*** WORKING DATA ***

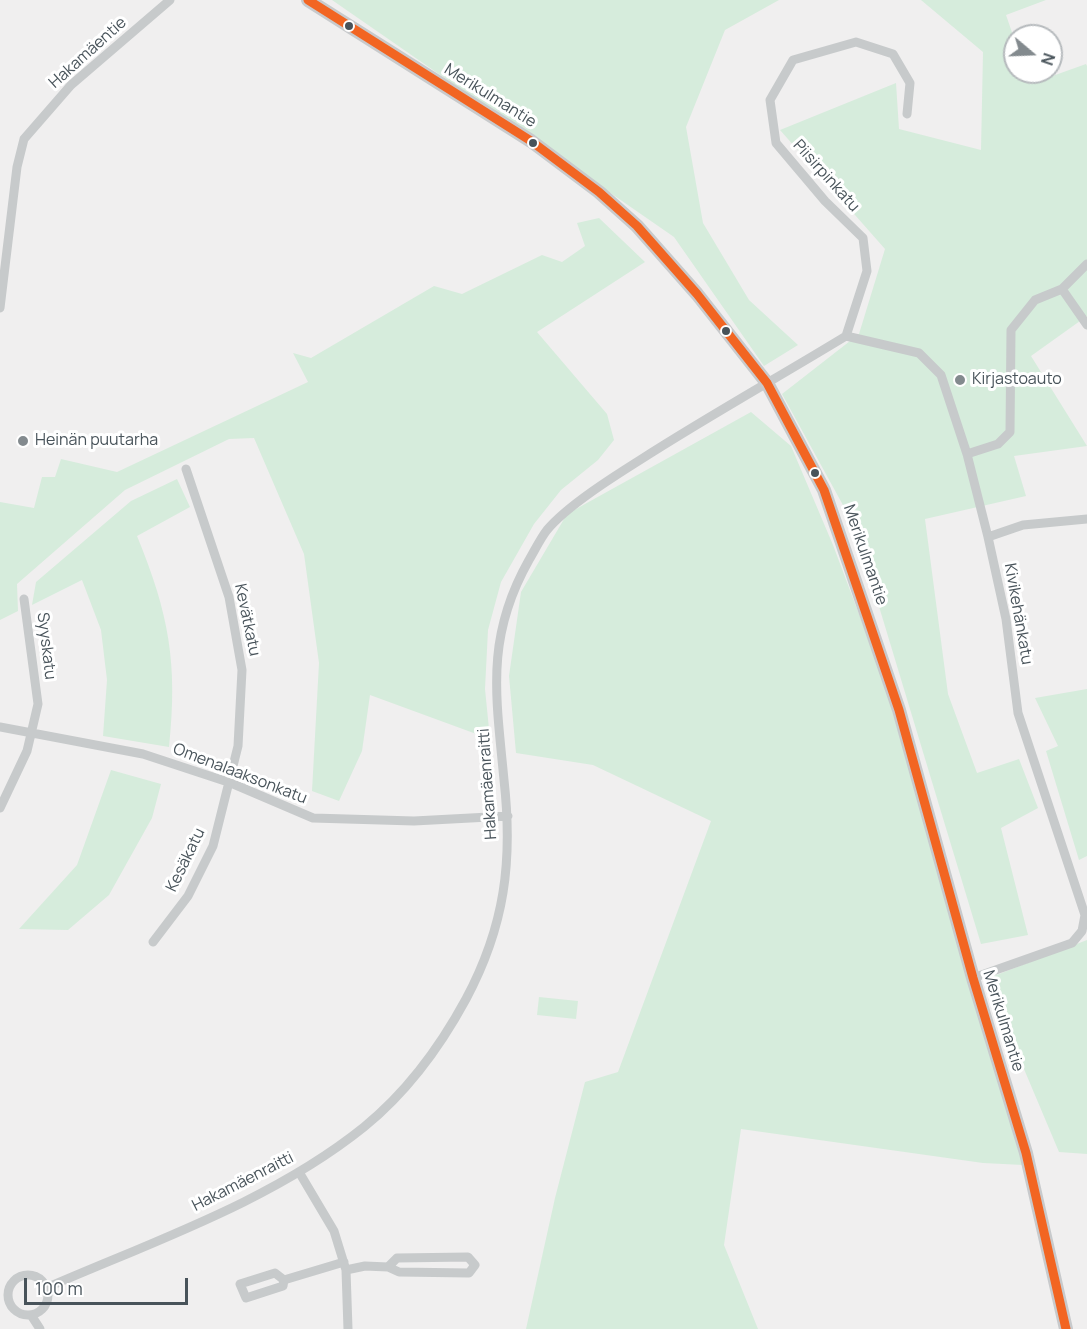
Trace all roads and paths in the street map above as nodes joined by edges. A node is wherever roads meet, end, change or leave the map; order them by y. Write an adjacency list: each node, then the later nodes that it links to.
1 (170, 0): 6 (street, Hakamäentie)
2 (308, 0): 9 (street, Merikulmantie)
3 (907, 114): 8 (street, Piisirpinkatu)
4 (1087, 264): 5 (street)
5 (1062, 289): 7 (street); 10 (street)
6 (0, 308)
7 (1087, 325)
8 (846, 336): 9 (street); 10 (street, Kivikehänkatu)
9 (767, 383): 19 (street, Hakamäenraitti); 22 (street, Merikulmantie)
10 (967, 454): 13 (street, Kivikehänkatu)
11 (186, 469): 17 (street, Kevätkatu)
12 (1087, 519): 13 (street)
13 (988, 537): 20 (street, Kivikehänkatu)
14 (24, 599): 16 (street, Syyskatu)
15 (0, 727): 16 (street, Omenalaaksonkatu)
16 (32, 732): 17 (street, Omenalaaksonkatu); 18 (street, Syyskatu)
17 (231, 783): 19 (street, Omenalaaksonkatu); 21 (street, Kesäkatu)
18 (0, 808)
19 (508, 816): 23 (street, Hakamäenraitti)
20 (1086, 915): 22 (street, Kivikehänkatu)
21 (153, 942)
22 (973, 978): 34 (street, Merikulmantie)
23 (299, 1172): 25 (street); 29 (street, Hakamäenraitti)
24 (434, 1257): 26 (street); 27 (street); 27 (street)
25 (345, 1266): 26 (street); 28 (street); 33 (street)
26 (388, 1267): 27 (street)
27 (434, 1272)
28 (284, 1280)
29 (46, 1288): 30 (street); 31 (street)
30 (5, 1304): 31 (street)
31 (32, 1315): 32 (street)
32 (40, 1329)
33 (348, 1329)
34 (1066, 1329)

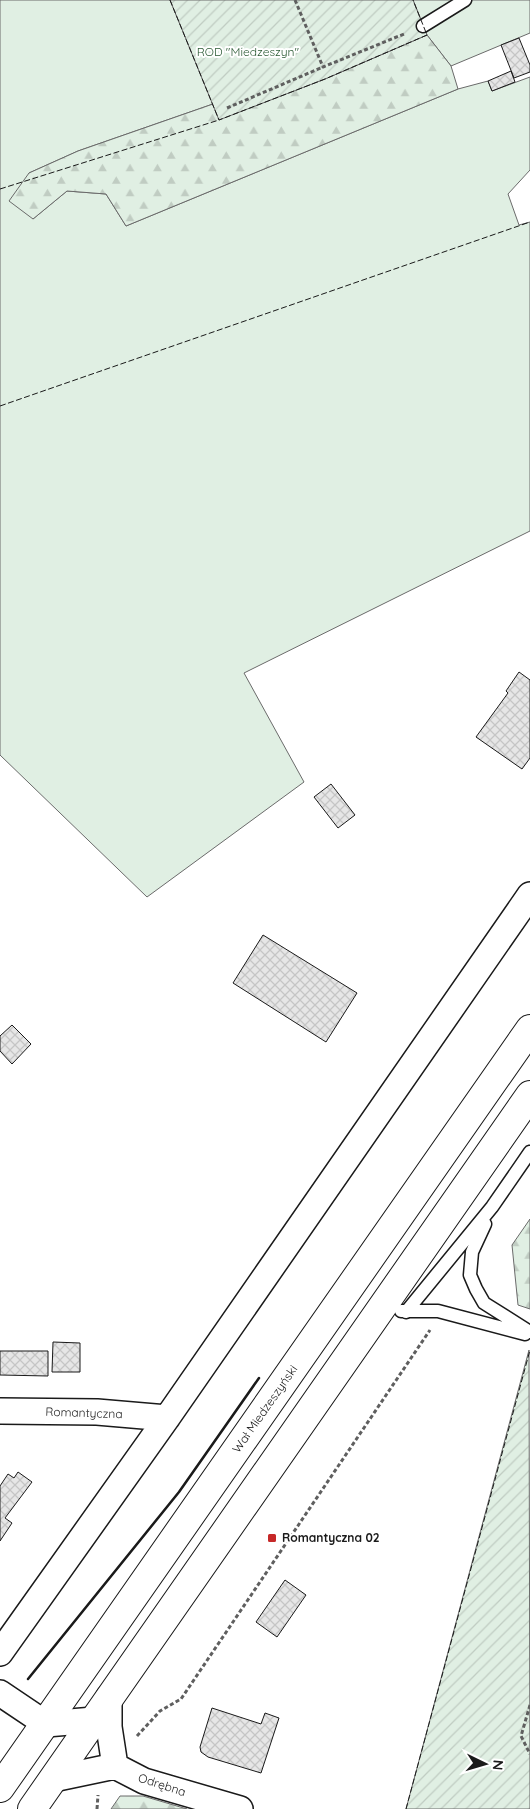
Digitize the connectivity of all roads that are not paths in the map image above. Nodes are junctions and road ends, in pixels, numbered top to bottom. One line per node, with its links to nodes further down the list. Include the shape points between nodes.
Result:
1 (465, 0): 2 (lane)
2 (423, 26)
3 (530, 895): 11 (street)
4 (530, 1029): 16 (main road, Wał Miedzeszyński)
5 (530, 1094): 8 (main road)
6 (530, 1152): 7 (lane)
7 (492, 1207): 8 (lane); 9 (lane, via 472,1252 470,1275 484,1303)
8 (393, 1311): 9 (lane, via 438,1311); 14 (main road)
9 (530, 1333)
10 (0, 1411): 11 (street, Romantyczna, via 97,1412)
11 (167, 1418): 12 (street)
12 (0, 1653)
13 (0, 1693): 16 (street)
14 (109, 1697): 15 (main road); 17 (street)
15 (94, 1720): 16 (street); 18 (main road)
16 (46, 1724): 19 (main road, Wał Miedzeszyński)
17 (114, 1766): 18 (street); 21 (street, Odrębna, via 144,1782)
18 (53, 1779): 20 (main road)
19 (0, 1788)
20 (32, 1809)
21 (240, 1809)

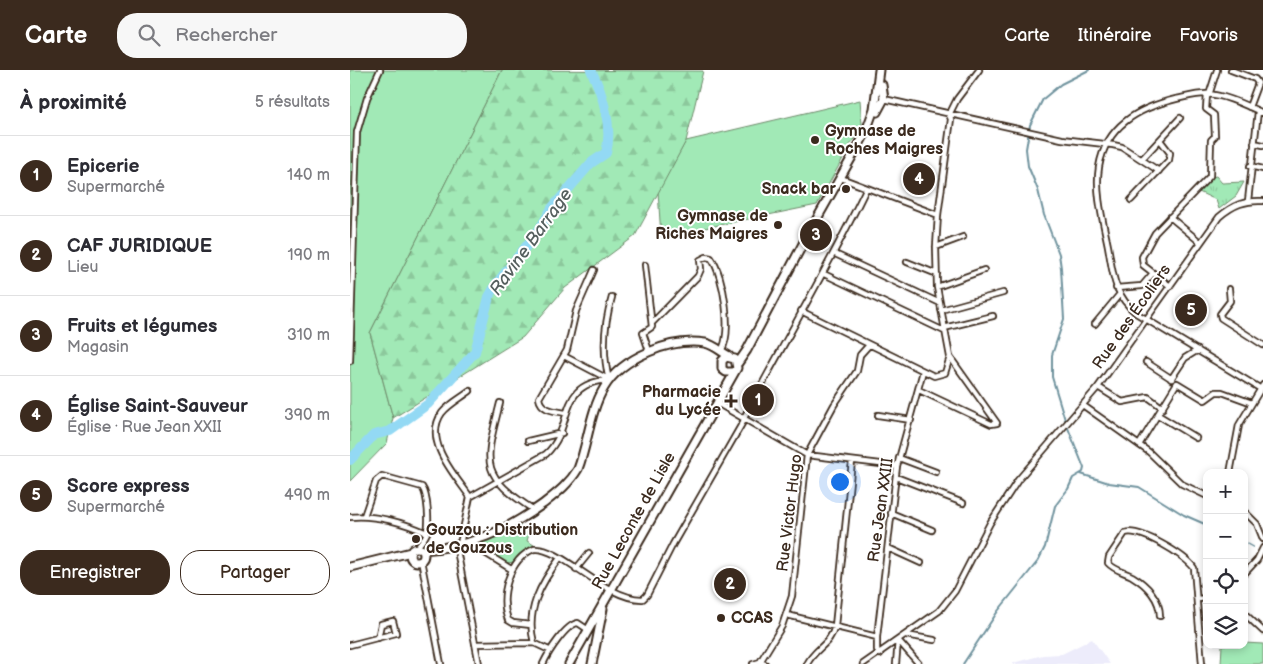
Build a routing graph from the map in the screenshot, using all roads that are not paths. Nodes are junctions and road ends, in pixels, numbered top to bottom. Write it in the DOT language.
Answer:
graph roads {
  1 [pos="380,70"];
  2 [pos="879,70"];
  3 [pos="883,70"];
  4 [pos="978,70"];
  5 [pos="1217,70"];
  6 [pos="1231,70"];
  7 [pos="1208,94"];
  8 [pos="880,98"];
  9 [pos="1250,107"];
  10 [pos="1258,111"];
  11 [pos="1263,113"];
  12 [pos="949,115"];
  13 [pos="1180,118"];
  14 [pos="1160,140"];
  15 [pos="1254,143"];
  16 [pos="1105,144"];
  17 [pos="1263,145"];
  18 [pos="1142,159"];
  19 [pos="1250,166"];
  20 [pos="1263,169"];
  21 [pos="1158,171"];
  22 [pos="841,178"];
  23 [pos="866,189"];
  24 [pos="1131,200"];
  25 [pos="1248,201"];
  26 [pos="1263,201"];
  27 [pos="938,215"];
  28 [pos="1170,217"];
  29 [pos="963,237"];
  30 [pos="1200,242"];
  31 [pos="936,247"];
  32 [pos="835,254"];
  33 [pos="907,262"];
  34 [pos="645,265"];
  35 [pos="594,270"];
  36 [pos="984,270"];
  37 [pos="1153,273"];
  38 [pos="824,274"];
  39 [pos="936,274"];
  40 [pos="1170,286"];
  41 [pos="937,287"];
  42 [pos="1116,288"];
  43 [pos="1229,290"];
  44 [pos="1003,294"];
  45 [pos="1118,295"];
  46 [pos="612,297"];
  47 [pos="940,303"];
  48 [pos="941,310"];
  49 [pos="801,312"];
  50 [pos="993,316"];
  51 [pos="1148,319"];
  52 [pos="652,323"];
  53 [pos="1095,324"];
  54 [pos="944,329"];
  55 [pos="750,343"];
  56 [pos="706,344"];
  57 [pos="1263,344"];
  58 [pos="869,345"];
  59 [pos="1198,350"];
  60 [pos="649,351"];
  61 [pos="721,351"];
  62 [pos="564,356"];
  63 [pos="950,357"];
  64 [pos="728,358"];
  65 [pos="350,361"];
  66 [pos="1146,362"];
  67 [pos="738,363"];
  68 [pos="924,370"];
  69 [pos="725,371"];
  70 [pos="734,372"];
  71 [pos="1171,379"];
  72 [pos="609,380"];
  73 [pos="1177,383"];
  74 [pos="1098,387"];
  75 [pos="1262,387"];
  76 [pos="919,390"];
  77 [pos="470,391"];
  78 [pos="723,391"];
  79 [pos="500,403"];
  80 [pos="717,403"];
  81 [pos="1252,403"];
  82 [pos="1084,406"];
  83 [pos="1163,408"];
  84 [pos="566,414"];
  85 [pos="878,415"];
  86 [pos="1158,415"];
  87 [pos="745,418"];
  88 [pos="911,420"];
  89 [pos="562,433"];
  90 [pos="1196,438"];
  91 [pos="528,441"];
  92 [pos="1139,444"];
  93 [pos="807,455"];
  94 [pos="899,458"];
  95 [pos="852,461"];
  96 [pos="897,466"];
  97 [pos="1231,469"];
  98 [pos="936,472"];
  99 [pos="896,477"];
  100 [pos="497,483"];
  101 [pos="1203,494"];
  102 [pos="470,497"];
  103 [pos="963,503"];
  104 [pos="534,510"];
  105 [pos="891,513"];
  106 [pos="1246,514"];
  107 [pos="364,516"];
  108 [pos="350,518"];
  109 [pos="932,530"];
  110 [pos="427,532"];
  111 [pos="1263,539"];
  112 [pos="468,542"];
  113 [pos="458,544"];
  114 [pos="888,548"];
  115 [pos="1263,548"];
  116 [pos="589,553"];
  117 [pos="417,555"];
  118 [pos="560,558"];
  119 [pos="921,562"];
  120 [pos="350,567"];
  121 [pos="511,569"];
  122 [pos="576,569"];
  123 [pos="1248,570"];
  124 [pos="610,590"];
  125 [pos="1203,598"];
  126 [pos="1198,599"];
  127 [pos="604,604"];
  128 [pos="787,615"];
  129 [pos="1160,616"];
  130 [pos="1248,618"];
  131 [pos="530,625"];
  132 [pos="835,626"];
  133 [pos="587,629"];
  134 [pos="1263,631"];
  135 [pos="906,635"];
  136 [pos="877,637"];
  137 [pos="378,638"];
  138 [pos="898,640"];
  139 [pos="934,640"];
  140 [pos="534,643"];
  141 [pos="475,644"];
  142 [pos="350,645"];
  143 [pos="549,650"];
  144 [pos="880,654"];
  145 [pos="763,663"];
  146 [pos="441,664"];
  147 [pos="479,664"];
  148 [pos="543,664"];
  149 [pos="569,664"];
  150 [pos="592,664"];
  151 [pos="753,664"];
  152 [pos="807,664"];
  153 [pos="863,664"];
  154 [pos="896,664"];
  155 [pos="919,664"];
  156 [pos="1202,664"];
  1 -- 65 [label="street"];
  2 -- 8 [label="main road"];
  3 -- 8 [label="main road"];
  4 -- 12 [label="street"];
  5 -- 7 [label="street"];
  6 -- 9 [label="street"];
  7 -- 9 [label="street"];
  7 -- 16 [label="street"];
  7 -- 28 [label="street"];
  8 -- 12 [label="street"];
  8 -- 22 [label="main road"];
  9 -- 10 [label="street"];
  10 -- 11 [label="street"];
  10 -- 15 [label="street"];
  12 -- 16 [label="street"];
  12 -- 27 [label="street"];
  13 -- 14 [label="street"];
  14 -- 18 [label="street"];
  14 -- 21 [label="street"];
  15 -- 17 [label="street"];
  15 -- 19 [label="street"];
  16 -- 18 [label="street"];
  16 -- 42 [label="street"];
  18 -- 21 [label="street"];
  19 -- 20 [label="street"];
  19 -- 25 [label="street"];
  21 -- 24 [label="street"];
  22 -- 23 [label="street"];
  22 -- 55 [label="main road"];
  23 -- 27 [label="street"];
  23 -- 32 [label="street"];
  25 -- 26 [label="street, Rue des Écoliers"];
  25 -- 30 [label="street, Rue des Écoliers"];
  27 -- 31 [label="street"];
  28 -- 30 [label="street"];
  28 -- 37 [label="street"];
  29 -- 31 [label="street"];
  30 -- 40 [label="street, Rue des Écoliers"];
  31 -- 39 [label="street"];
  32 -- 38 [label="street"];
  32 -- 47 [label="street"];
  33 -- 39 [label="street"];
  34 -- 52 [label="street"];
  35 -- 62 [label="street"];
  36 -- 41 [label="street"];
  37 -- 40 [label="street"];
  37 -- 42 [label="street"];
  38 -- 49 [label="street"];
  38 -- 54 [label="street"];
  39 -- 41 [label="street"];
  40 -- 51 [label="street, Rue des Écoliers"];
  41 -- 47 [label="street"];
  42 -- 45 [label="street"];
  43 -- 57 [label="street"];
  44 -- 48 [label="street"];
  45 -- 51 [label="street"];
  45 -- 53 [label="street"];
  46 -- 72 [label="street"];
  47 -- 48 [label="street"];
  48 -- 54 [label="street"];
  49 -- 58 [label="street"];
  49 -- 87 [label="street"];
  50 -- 54 [label="street"];
  51 -- 59 [label="street"];
  51 -- 74 [label="street, Rue des Écoliers"];
  52 -- 60 [label="street"];
  52 -- 61 [label="street"];
  54 -- 63 [label="street"];
  55 -- 64 [label="main road"];
  55 -- 67 [label="main road"];
  56 -- 60 [label="main road"];
  56 -- 61 [label="main road"];
  56 -- 64 [label="main road"];
  58 -- 68 [label="street"];
  58 -- 93 [label="street, Rue Victor Hugo"];
  59 -- 71 [label="street"];
  59 -- 75 [label="street"];
  60 -- 72 [label="main road"];
  61 -- 64 [label="main road"];
  62 -- 72 [label="street"];
  62 -- 84 [label="street"];
  63 -- 68 [label="street"];
  63 -- 76 [label="street"];
  64 -- 67 [label="main road"];
  64 -- 69 [label="main road"];
  66 -- 71 [label="street"];
  67 -- 70 [label="main road, Rue Leconte de Lisle"];
  68 -- 76 [label="street, Rue Jean XXIII"];
  69 -- 70 [label="main road"];
  69 -- 78 [label="main road, Rue Leconte de Lisle"];
  70 -- 78 [label="main road, Rue Leconte de Lisle"];
  71 -- 73 [label="street"];
  72 -- 84 [label="street"];
  72 -- 104 [label="main road"];
  73 -- 81 [label="street"];
  73 -- 83 [label="street"];
  74 -- 82 [label="street, Rue des Écoliers"];
  74 -- 83 [label="street"];
  75 -- 81 [label="street"];
  76 -- 88 [label="street, Rue Jean XXIII"];
  77 -- 102 [label="street"];
  78 -- 80 [label="main road, Rue Leconte de Lisle"];
  79 -- 100 [label="street"];
  80 -- 87 [label="street"];
  80 -- 124 [label="main road, Rue Leconte de Lisle"];
  81 -- 97 [label="street"];
  82 -- 92 [label="street"];
  82 -- 135 [label="street, Rue des Écoliers"];
  83 -- 86 [label="street"];
  84 -- 89 [label="street"];
  85 -- 88 [label="street"];
  86 -- 90 [label="street"];
  86 -- 92 [label="street"];
  87 -- 93 [label="street"];
  87 -- 124 [label="street"];
  88 -- 94 [label="street, Rue Jean XXIII"];
  89 -- 91 [label="street"];
  89 -- 100 [label="street"];
  92 -- 101 [label="street"];
  93 -- 95 [label="street"];
  93 -- 128 [label="street, Rue Victor Hugo"];
  94 -- 96 [label="street, Rue Jean XXIII"];
  94 -- 98 [label="street"];
  95 -- 96 [label="street"];
  95 -- 132 [label="street"];
  96 -- 99 [label="street, Rue Jean XXIII"];
  99 -- 103 [label="street"];
  99 -- 105 [label="street, Rue Jean XXIII"];
  100 -- 102 [label="street"];
  100 -- 104 [label="street"];
  102 -- 113 [label="street"];
  104 -- 112 [label="main road"];
  105 -- 109 [label="street"];
  105 -- 114 [label="street, Rue Jean XXIII"];
  106 -- 111 [label="street"];
  107 -- 108 [label="street"];
  107 -- 110 [label="street"];
  107 -- 110 [label="street"];
  110 -- 117 [label="street"];
  112 -- 113 [label="main road"];
  112 -- 121 [label="street"];
  113 -- 117 [label="main road"];
  113 -- 141 [label="street"];
  114 -- 119 [label="street"];
  114 -- 136 [label="street, Rue Jean XXIII"];
  115 -- 123 [label="street"];
  116 -- 122 [label="street"];
  117 -- 120 [label="main road"];
  117 -- 146 [label="street"];
  118 -- 121 [label="street"];
  118 -- 122 [label="street"];
  118 -- 131 [label="street"];
  121 -- 131 [label="street"];
  122 -- 124 [label="street"];
  124 -- 127 [label="main road, Rue Leconte de Lisle"];
  125 -- 126 [label="street"];
  126 -- 129 [label="street"];
  126 -- 156 [label="street"];
  127 -- 133 [label="main road, Rue Leconte de Lisle"];
  127 -- 150 [label="main road"];
  128 -- 132 [label="street"];
  128 -- 145 [label="street, Rue Victor Hugo"];
  130 -- 134 [label="street"];
  131 -- 140 [label="street"];
  132 -- 136 [label="street"];
  132 -- 152 [label="street"];
  133 -- 143 [label="street"];
  133 -- 149 [label="main road, Rue Leconte de Lisle"];
  135 -- 138 [label="street, Rue des Écoliers"];
  135 -- 139 [label="street"];
  136 -- 144 [label="street, Rue Jean XXIII"];
  137 -- 137 [label="street"];
  137 -- 142 [label="street"];
  138 -- 144 [label="street, Rue des Écoliers"];
  138 -- 154 [label="street"];
  138 -- 155 [label="street"];
  140 -- 141 [label="street"];
  140 -- 143 [label="street"];
  141 -- 147 [label="street"];
  143 -- 148 [label="street"];
  144 -- 153 [label="street, Rue des Écoliers"];
  145 -- 151 [label="street"];
}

*** End of WORKING DATA ***

WHAT THIS TASK INVOLVES:
From the data above, copy each line where the string "list" appears.

YOUR RESPONSE:
Trace all roads and paths in the street map above as nodes joined by edges. A node is wherever roads meet, end, change or leave the map; order them by y. Write an adjacency list: each node, then the later nodes that it links to.
Digitize the connectivity of all roads that are not paths in the map image above. Nodes are junctions and road ends, in pixels, numbered top to bottom. One line per node, with its links to nodes further down the list. Include the shape points between nodes.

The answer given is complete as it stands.